[Extracted records]:
* * * * * * * * *
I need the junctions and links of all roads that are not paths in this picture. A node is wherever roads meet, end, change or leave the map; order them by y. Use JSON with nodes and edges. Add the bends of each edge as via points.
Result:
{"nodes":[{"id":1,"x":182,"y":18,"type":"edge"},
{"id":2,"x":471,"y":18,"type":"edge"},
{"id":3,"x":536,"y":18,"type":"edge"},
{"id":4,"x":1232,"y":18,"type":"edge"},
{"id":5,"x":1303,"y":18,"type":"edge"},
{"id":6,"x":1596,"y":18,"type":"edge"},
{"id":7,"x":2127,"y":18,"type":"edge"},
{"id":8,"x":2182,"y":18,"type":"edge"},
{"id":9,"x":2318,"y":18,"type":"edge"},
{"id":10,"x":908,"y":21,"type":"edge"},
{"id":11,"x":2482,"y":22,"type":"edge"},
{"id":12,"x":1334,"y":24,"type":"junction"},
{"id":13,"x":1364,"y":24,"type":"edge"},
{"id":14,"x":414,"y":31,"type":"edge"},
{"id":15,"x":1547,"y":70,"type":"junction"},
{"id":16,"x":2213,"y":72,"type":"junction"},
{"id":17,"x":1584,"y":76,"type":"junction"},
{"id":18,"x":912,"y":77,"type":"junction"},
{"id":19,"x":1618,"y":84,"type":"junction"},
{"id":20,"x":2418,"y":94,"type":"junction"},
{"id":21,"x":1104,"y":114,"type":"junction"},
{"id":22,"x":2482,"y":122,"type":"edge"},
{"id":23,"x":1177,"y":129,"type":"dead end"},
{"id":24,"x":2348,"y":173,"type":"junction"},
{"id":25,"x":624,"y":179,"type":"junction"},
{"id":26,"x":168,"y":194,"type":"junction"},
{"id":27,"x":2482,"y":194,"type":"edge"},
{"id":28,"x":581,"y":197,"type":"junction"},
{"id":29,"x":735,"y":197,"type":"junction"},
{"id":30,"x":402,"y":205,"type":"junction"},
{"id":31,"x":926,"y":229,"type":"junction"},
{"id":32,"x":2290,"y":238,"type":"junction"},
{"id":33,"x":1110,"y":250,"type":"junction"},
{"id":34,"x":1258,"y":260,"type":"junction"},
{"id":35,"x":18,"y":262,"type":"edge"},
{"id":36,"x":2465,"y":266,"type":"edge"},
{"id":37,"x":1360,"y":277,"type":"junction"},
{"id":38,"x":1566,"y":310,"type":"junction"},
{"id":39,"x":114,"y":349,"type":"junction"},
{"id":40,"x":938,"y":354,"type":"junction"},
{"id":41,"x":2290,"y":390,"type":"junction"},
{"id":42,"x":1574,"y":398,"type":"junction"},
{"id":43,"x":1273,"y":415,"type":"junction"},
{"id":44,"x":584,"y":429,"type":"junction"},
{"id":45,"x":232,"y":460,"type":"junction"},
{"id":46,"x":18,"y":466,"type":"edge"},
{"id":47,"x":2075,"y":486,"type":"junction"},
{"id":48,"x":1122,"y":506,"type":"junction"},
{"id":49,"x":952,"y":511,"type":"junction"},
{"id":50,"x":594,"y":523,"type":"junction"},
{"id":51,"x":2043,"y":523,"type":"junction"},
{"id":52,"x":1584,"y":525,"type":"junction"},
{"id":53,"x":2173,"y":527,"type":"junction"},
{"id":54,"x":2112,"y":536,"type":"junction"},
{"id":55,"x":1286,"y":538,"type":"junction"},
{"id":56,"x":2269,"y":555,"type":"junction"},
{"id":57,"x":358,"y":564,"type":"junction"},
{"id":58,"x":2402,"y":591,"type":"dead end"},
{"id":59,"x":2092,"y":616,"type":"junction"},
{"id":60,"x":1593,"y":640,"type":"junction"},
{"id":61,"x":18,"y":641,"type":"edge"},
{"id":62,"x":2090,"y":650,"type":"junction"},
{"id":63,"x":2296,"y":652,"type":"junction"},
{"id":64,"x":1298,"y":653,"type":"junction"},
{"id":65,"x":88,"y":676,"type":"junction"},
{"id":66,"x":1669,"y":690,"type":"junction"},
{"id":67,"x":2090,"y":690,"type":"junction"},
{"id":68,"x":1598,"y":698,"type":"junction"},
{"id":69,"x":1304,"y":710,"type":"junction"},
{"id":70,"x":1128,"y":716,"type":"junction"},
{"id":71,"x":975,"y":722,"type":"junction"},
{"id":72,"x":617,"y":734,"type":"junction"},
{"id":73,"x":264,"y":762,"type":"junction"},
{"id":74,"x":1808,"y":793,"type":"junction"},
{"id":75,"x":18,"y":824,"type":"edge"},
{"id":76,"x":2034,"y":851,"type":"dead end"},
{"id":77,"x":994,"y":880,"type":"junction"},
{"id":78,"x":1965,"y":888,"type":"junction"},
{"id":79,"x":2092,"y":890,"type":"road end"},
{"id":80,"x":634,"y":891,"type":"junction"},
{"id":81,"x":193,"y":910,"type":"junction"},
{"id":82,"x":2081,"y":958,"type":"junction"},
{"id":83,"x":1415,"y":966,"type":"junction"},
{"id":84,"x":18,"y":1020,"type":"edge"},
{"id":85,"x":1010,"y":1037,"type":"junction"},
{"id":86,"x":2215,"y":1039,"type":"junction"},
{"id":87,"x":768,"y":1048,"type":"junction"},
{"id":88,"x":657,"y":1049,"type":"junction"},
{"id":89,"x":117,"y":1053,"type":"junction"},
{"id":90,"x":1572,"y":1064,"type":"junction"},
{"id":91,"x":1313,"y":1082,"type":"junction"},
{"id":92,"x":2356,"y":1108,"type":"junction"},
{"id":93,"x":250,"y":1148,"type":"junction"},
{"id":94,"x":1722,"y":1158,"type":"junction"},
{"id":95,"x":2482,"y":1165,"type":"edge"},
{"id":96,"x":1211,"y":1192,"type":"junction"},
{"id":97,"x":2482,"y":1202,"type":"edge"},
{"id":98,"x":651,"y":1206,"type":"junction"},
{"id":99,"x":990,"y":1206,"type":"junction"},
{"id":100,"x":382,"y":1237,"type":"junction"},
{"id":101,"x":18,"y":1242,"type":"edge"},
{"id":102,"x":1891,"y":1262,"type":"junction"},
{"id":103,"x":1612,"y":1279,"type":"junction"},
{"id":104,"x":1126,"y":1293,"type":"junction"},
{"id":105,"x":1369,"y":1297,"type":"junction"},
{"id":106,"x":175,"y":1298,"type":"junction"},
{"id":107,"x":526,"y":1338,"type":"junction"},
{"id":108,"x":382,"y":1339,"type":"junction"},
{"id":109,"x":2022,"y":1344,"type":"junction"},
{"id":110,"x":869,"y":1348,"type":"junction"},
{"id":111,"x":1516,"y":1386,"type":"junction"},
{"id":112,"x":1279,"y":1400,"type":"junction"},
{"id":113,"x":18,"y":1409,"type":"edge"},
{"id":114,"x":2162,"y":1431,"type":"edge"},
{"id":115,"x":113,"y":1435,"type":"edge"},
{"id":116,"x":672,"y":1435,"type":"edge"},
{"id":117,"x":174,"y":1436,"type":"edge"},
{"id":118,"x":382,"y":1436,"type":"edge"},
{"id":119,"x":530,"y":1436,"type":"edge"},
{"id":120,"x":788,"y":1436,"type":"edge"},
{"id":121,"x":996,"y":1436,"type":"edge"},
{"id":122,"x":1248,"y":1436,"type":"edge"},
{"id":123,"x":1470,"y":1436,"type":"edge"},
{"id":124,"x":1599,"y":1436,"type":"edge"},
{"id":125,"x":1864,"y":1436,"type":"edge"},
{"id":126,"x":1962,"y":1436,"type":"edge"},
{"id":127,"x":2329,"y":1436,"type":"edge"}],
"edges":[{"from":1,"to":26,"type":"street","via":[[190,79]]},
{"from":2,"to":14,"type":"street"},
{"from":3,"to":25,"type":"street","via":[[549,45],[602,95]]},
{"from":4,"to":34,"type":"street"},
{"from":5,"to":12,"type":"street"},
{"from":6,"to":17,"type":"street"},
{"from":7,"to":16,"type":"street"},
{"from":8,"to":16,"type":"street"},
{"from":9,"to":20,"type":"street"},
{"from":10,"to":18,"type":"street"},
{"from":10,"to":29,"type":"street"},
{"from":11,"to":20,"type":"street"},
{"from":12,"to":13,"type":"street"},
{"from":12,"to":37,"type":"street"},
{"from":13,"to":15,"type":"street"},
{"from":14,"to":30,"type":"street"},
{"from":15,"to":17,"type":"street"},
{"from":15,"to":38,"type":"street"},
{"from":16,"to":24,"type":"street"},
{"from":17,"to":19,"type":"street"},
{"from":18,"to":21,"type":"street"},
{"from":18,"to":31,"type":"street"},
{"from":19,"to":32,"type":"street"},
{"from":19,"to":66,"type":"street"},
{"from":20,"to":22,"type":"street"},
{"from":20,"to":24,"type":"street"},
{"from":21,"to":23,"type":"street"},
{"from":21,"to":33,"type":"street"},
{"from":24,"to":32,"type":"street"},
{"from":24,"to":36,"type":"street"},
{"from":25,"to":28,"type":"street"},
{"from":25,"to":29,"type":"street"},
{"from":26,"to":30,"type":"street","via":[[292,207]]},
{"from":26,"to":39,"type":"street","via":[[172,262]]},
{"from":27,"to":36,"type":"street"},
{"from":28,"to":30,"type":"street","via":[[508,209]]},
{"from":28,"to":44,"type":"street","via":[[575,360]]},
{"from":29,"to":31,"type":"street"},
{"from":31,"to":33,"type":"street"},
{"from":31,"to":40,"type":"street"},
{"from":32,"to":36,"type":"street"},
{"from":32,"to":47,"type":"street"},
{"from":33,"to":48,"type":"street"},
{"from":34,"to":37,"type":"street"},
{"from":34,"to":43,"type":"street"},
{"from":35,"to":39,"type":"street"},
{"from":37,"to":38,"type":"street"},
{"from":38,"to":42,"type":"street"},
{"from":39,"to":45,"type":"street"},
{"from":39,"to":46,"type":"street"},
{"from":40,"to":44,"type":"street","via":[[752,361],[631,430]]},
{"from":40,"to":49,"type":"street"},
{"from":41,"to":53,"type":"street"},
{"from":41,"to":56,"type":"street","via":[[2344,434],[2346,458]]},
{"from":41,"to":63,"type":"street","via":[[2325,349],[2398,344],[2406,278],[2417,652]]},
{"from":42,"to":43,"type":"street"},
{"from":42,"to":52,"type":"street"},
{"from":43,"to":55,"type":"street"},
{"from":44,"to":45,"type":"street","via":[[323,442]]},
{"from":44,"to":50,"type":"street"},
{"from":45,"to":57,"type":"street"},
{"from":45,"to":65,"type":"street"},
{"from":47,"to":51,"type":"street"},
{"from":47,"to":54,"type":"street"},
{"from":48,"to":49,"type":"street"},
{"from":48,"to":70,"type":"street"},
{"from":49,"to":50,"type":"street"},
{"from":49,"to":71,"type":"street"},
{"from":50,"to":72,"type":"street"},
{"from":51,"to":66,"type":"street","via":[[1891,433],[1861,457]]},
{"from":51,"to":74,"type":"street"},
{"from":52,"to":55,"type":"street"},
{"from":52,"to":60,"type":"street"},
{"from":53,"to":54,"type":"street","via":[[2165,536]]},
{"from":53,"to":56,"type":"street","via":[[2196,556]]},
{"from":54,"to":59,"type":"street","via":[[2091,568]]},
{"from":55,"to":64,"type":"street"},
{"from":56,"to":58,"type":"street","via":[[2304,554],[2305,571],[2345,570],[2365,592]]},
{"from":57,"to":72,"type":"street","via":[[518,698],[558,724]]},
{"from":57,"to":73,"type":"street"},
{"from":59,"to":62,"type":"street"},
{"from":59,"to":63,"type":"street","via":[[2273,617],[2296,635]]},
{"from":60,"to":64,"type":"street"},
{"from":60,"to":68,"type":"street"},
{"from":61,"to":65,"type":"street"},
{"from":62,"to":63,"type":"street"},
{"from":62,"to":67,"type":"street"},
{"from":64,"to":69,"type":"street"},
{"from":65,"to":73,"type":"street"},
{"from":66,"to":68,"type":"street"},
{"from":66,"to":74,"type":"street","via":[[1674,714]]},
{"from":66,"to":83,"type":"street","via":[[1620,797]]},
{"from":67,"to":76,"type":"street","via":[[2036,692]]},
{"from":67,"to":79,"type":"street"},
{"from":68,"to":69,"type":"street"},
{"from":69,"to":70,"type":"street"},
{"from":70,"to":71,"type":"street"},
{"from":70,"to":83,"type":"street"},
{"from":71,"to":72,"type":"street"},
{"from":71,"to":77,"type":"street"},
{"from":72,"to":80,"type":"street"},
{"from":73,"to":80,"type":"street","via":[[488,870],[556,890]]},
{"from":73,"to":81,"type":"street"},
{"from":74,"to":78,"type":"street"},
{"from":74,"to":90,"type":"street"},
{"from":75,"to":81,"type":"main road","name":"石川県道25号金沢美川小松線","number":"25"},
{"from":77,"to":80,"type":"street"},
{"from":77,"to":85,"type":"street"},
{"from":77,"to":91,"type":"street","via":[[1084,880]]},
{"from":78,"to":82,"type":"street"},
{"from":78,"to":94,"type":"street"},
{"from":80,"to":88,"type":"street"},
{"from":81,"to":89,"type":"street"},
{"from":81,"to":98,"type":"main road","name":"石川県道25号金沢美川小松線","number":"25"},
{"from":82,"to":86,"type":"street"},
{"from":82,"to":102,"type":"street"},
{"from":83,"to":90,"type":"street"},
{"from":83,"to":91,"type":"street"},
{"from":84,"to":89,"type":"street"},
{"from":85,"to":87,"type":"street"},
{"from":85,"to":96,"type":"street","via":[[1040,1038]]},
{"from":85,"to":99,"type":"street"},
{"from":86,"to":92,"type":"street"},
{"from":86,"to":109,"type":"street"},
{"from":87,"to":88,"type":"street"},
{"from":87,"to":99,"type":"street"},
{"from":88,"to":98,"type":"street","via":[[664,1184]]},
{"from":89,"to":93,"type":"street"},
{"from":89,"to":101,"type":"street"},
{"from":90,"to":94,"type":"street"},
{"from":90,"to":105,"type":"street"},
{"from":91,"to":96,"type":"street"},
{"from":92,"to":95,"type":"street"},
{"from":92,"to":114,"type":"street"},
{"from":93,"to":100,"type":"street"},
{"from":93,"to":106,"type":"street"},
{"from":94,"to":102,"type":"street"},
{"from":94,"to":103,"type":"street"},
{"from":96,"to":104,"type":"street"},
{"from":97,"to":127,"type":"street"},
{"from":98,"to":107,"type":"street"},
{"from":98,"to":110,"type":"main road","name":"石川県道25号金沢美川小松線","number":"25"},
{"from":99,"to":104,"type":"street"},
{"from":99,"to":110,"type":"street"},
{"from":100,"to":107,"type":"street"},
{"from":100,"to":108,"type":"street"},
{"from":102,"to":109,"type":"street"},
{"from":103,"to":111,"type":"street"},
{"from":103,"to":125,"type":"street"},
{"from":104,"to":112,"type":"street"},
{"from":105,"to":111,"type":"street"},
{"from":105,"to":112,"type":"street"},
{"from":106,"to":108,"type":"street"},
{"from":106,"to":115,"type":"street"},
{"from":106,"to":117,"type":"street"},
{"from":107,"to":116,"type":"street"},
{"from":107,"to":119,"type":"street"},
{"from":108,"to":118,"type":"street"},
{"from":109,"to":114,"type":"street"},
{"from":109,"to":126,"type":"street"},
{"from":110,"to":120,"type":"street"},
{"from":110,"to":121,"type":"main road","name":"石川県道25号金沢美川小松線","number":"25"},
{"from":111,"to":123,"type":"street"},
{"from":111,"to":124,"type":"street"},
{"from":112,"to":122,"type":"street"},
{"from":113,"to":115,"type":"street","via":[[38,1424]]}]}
* * * * * * * * *
[Exercise requirements]: When a line in the records holds the string "edges", copy that line.

[Exercise result]:
I need the junctions and links of all roads that are not paths in this picture. A node is wherever roads meet, end, change or leave the map; order them by y. Use JSON with nodes and edges. Add the bends of each edge as via points.
"edges":[{"from":1,"to":26,"type":"street","via":[[190,79]]},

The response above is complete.